Problem statement:
Leaving out only the pictures, write out all the entries exactly.

Available records:

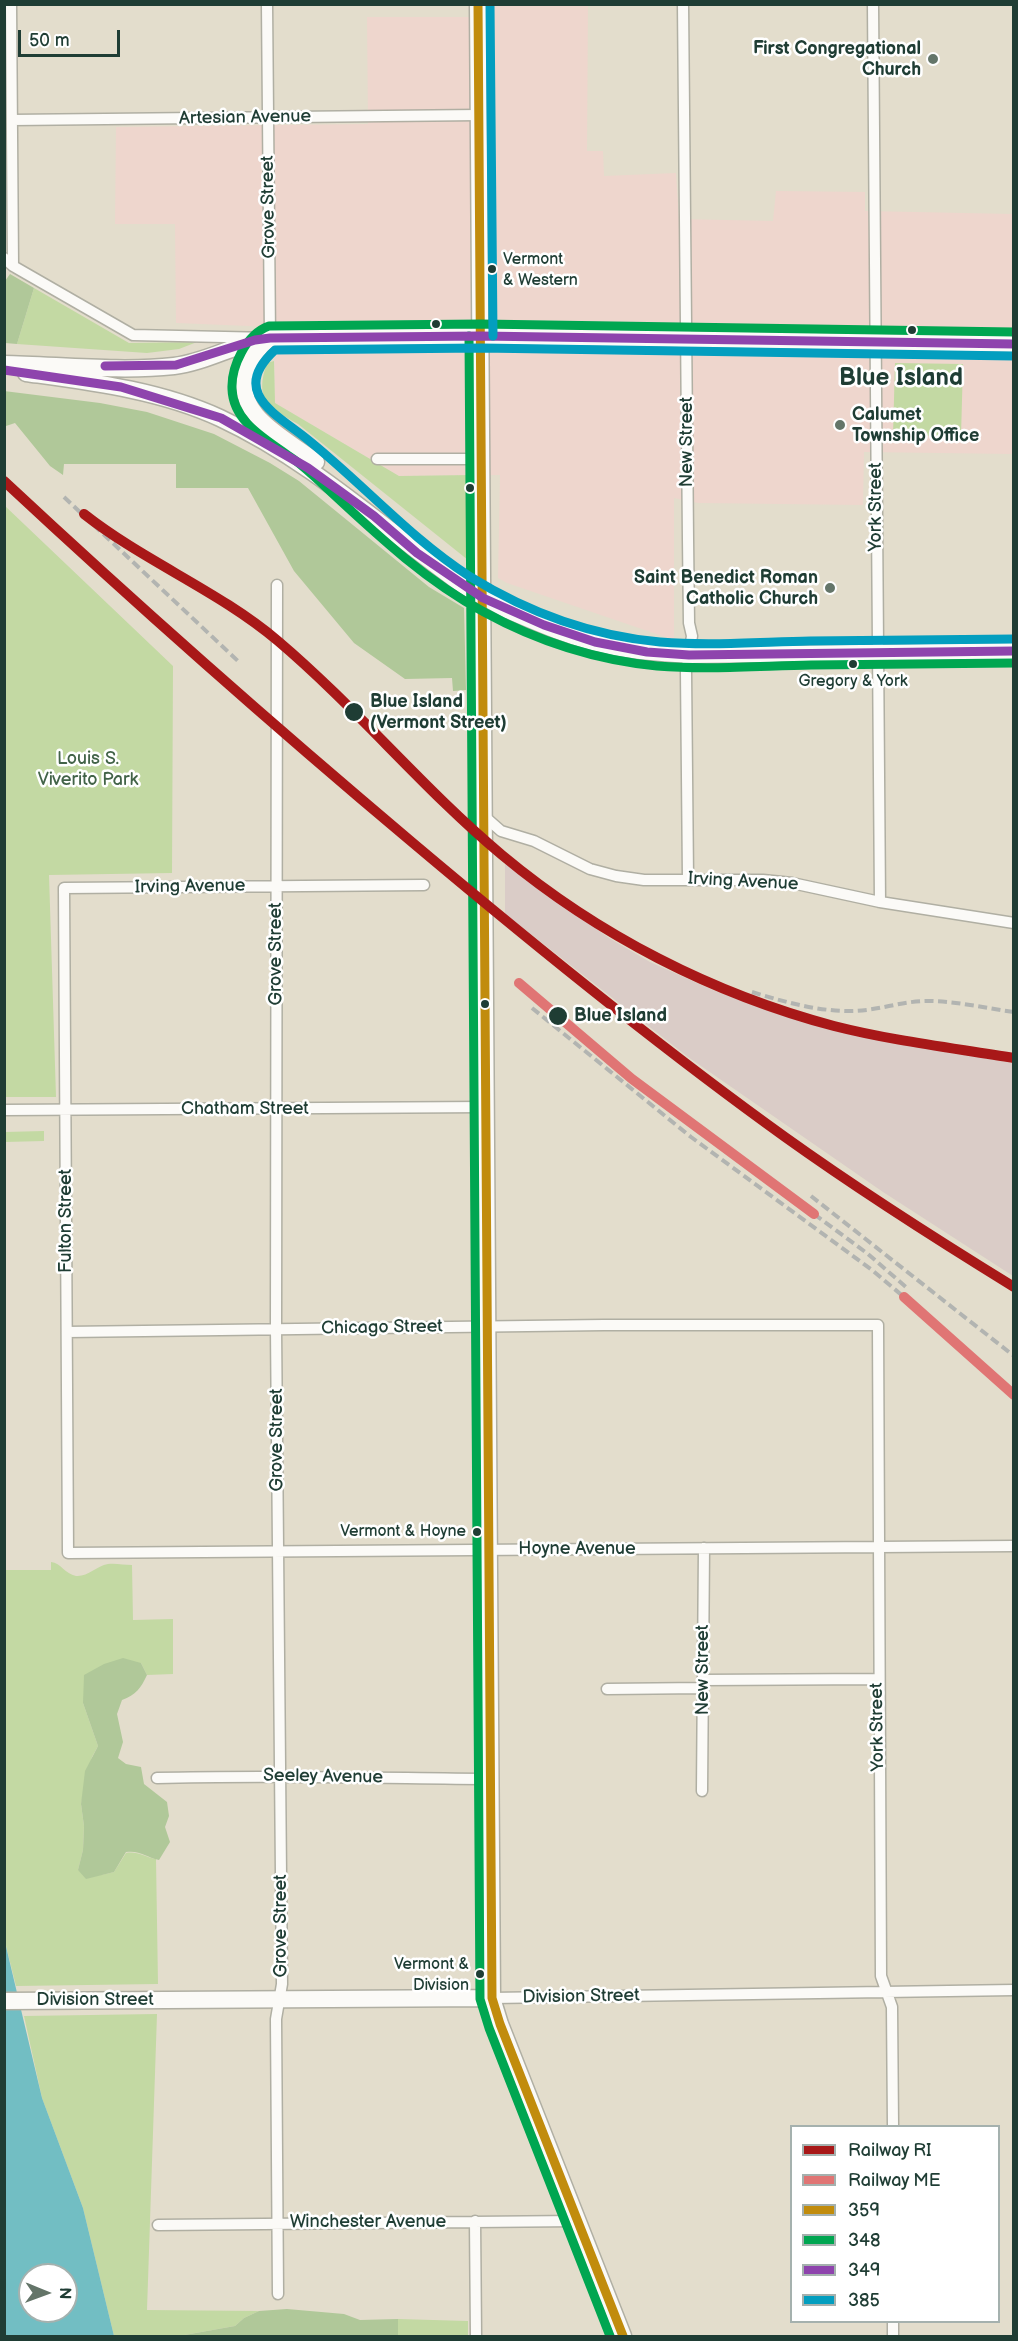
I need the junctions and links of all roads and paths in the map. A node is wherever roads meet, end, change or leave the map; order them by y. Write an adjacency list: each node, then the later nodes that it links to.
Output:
1 (11, 4): 8 (street)
2 (267, 4): 7 (street, Grove Street)
3 (478, 4): 6 (street)
4 (683, 4): 13 (street, New Street)
5 (873, 4): 14 (street, York Street)
6 (479, 115): 7 (street, Artesian Avenue); 11 (street)
7 (268, 118): 8 (street, Artesian Avenue); 12 (street, Grove Street)
8 (12, 120): 10 (street)
9 (4, 258): 10 (street)
10 (13, 266): 12 (street)
11 (481, 336): 12 (street); 13 (street); 18 (street)
12 (270, 338): 16 (street); 19 (street)
13 (687, 339): 14 (street); 23 (street, New Street)
14 (875, 341): 15 (street); 22 (street, York Street)
15 (1014, 344)
16 (10, 367): 19 (street)
17 (377, 459): 18 (street)
18 (481, 459): 24 (street)
19 (374, 516): 23 (street, bridge)
20 (277, 585): 27 (street, Grove Street)
21 (1014, 651): 22 (street)
22 (876, 652): 23 (street); 29 (street, York Street)
23 (689, 655): 25 (street, New Street)
24 (484, 816): 25 (street, Irving Avenue); 31 (street)
25 (688, 879): 29 (street, Irving Avenue)
26 (424, 885): 27 (street, Irving Avenue)
27 (276, 886): 28 (street, Irving Avenue); 32 (street, Grove Street)
28 (64, 888): 34 (street, Fulton Street)
29 (880, 902): 30 (street, Irving Avenue)
30 (1014, 923)
31 (486, 1107): 32 (street, Chatham Street); 36 (street)
32 (277, 1109): 34 (street, Chatham Street); 37 (street, Grove Street)
33 (4, 1110): 34 (street, Chatham Street)
34 (66, 1110): 38 (street, Fulton Street)
35 (878, 1324): 36 (street, Chicago Street); 40 (street, York Street)
36 (487, 1326): 37 (street, Chicago Street); 42 (street)
37 (276, 1329): 38 (street, Chicago Street); 43 (street, Grove Street)
38 (67, 1332): 44 (street, Fulton Street)
39 (1014, 1546): 40 (street, Hoyne Avenue)
40 (878, 1547): 41 (street, Hoyne Avenue); 45 (street, York Street)
41 (704, 1548): 42 (street, Hoyne Avenue); 46 (street, New Street)
42 (489, 1550): 43 (street, Hoyne Avenue); 50 (street)
43 (278, 1552): 44 (street, Hoyne Avenue); 48 (street, Grove Street)
44 (68, 1553)
45 (878, 1679): 46 (street); 53 (street, York Street)
46 (703, 1684): 47 (street); 51 (street, New Street)
47 (607, 1689)
48 (280, 1776): 49 (street, Seeley Avenue); 50 (street, Seeley Avenue); 55 (street, Grove Street)
49 (157, 1778)
50 (490, 1779): 54 (street)
51 (702, 1791)
52 (1014, 1990): 53 (street, Division Street)
53 (887, 1992): 54 (street, Division Street); 57 (street, York Street)
54 (492, 1998): 55 (street, Division Street); 59 (street)
55 (279, 1999): 56 (street, Division Street); 60 (street, Grove Street)
56 (4, 2001)
57 (893, 2125)
58 (475, 2221): 59 (street, Winchester Avenue); 60 (street, Winchester Avenue); 63 (street)
59 (578, 2221): 64 (street)
60 (278, 2223): 61 (street, Winchester Avenue); 62 (street, Grove Street)
61 (158, 2225)
62 (278, 2294)
63 (476, 2337)
64 (623, 2337)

Response:
I need the junctions and links of all roads and paths in the map. A node is wherever roads meet, end, change or leave the map; order them by y. Write an adjacency list: each node, then the later nodes that it links to.
Output:
1 (11, 4): 8 (street)
2 (267, 4): 7 (street, Grove Street)
3 (478, 4): 6 (street)
4 (683, 4): 13 (street, New Street)
5 (873, 4): 14 (street, York Street)
6 (479, 115): 7 (street, Artesian Avenue); 11 (street)
7 (268, 118): 8 (street, Artesian Avenue); 12 (street, Grove Street)
8 (12, 120): 10 (street)
9 (4, 258): 10 (street)
10 (13, 266): 12 (street)
11 (481, 336): 12 (street); 13 (street); 18 (street)
12 (270, 338): 16 (street); 19 (street)
13 (687, 339): 14 (street); 23 (street, New Street)
14 (875, 341): 15 (street); 22 (street, York Street)
15 (1014, 344)
16 (10, 367): 19 (street)
17 (377, 459): 18 (street)
18 (481, 459): 24 (street)
19 (374, 516): 23 (street, bridge)
20 (277, 585): 27 (street, Grove Street)
21 (1014, 651): 22 (street)
22 (876, 652): 23 (street); 29 (street, York Street)
23 (689, 655): 25 (street, New Street)
24 (484, 816): 25 (street, Irving Avenue); 31 (street)
25 (688, 879): 29 (street, Irving Avenue)
26 (424, 885): 27 (street, Irving Avenue)
27 (276, 886): 28 (street, Irving Avenue); 32 (street, Grove Street)
28 (64, 888): 34 (street, Fulton Street)
29 (880, 902): 30 (street, Irving Avenue)
30 (1014, 923)
31 (486, 1107): 32 (street, Chatham Street); 36 (street)
32 (277, 1109): 34 (street, Chatham Street); 37 (street, Grove Street)
33 (4, 1110): 34 (street, Chatham Street)
34 (66, 1110): 38 (street, Fulton Street)
35 (878, 1324): 36 (street, Chicago Street); 40 (street, York Street)
36 (487, 1326): 37 (street, Chicago Street); 42 (street)
37 (276, 1329): 38 (street, Chicago Street); 43 (street, Grove Street)
38 (67, 1332): 44 (street, Fulton Street)
39 (1014, 1546): 40 (street, Hoyne Avenue)
40 (878, 1547): 41 (street, Hoyne Avenue); 45 (street, York Street)
41 (704, 1548): 42 (street, Hoyne Avenue); 46 (street, New Street)
42 (489, 1550): 43 (street, Hoyne Avenue); 50 (street)
43 (278, 1552): 44 (street, Hoyne Avenue); 48 (street, Grove Street)
44 (68, 1553)
45 (878, 1679): 46 (street); 53 (street, York Street)
46 (703, 1684): 47 (street); 51 (street, New Street)
47 (607, 1689)
48 (280, 1776): 49 (street, Seeley Avenue); 50 (street, Seeley Avenue); 55 (street, Grove Street)
49 (157, 1778)
50 (490, 1779): 54 (street)
51 (702, 1791)
52 (1014, 1990): 53 (street, Division Street)
53 (887, 1992): 54 (street, Division Street); 57 (street, York Street)
54 (492, 1998): 55 (street, Division Street); 59 (street)
55 (279, 1999): 56 (street, Division Street); 60 (street, Grove Street)
56 (4, 2001)
57 (893, 2125)
58 (475, 2221): 59 (street, Winchester Avenue); 60 (street, Winchester Avenue); 63 (street)
59 (578, 2221): 64 (street)
60 (278, 2223): 61 (street, Winchester Avenue); 62 (street, Grove Street)
61 (158, 2225)
62 (278, 2294)
63 (476, 2337)
64 (623, 2337)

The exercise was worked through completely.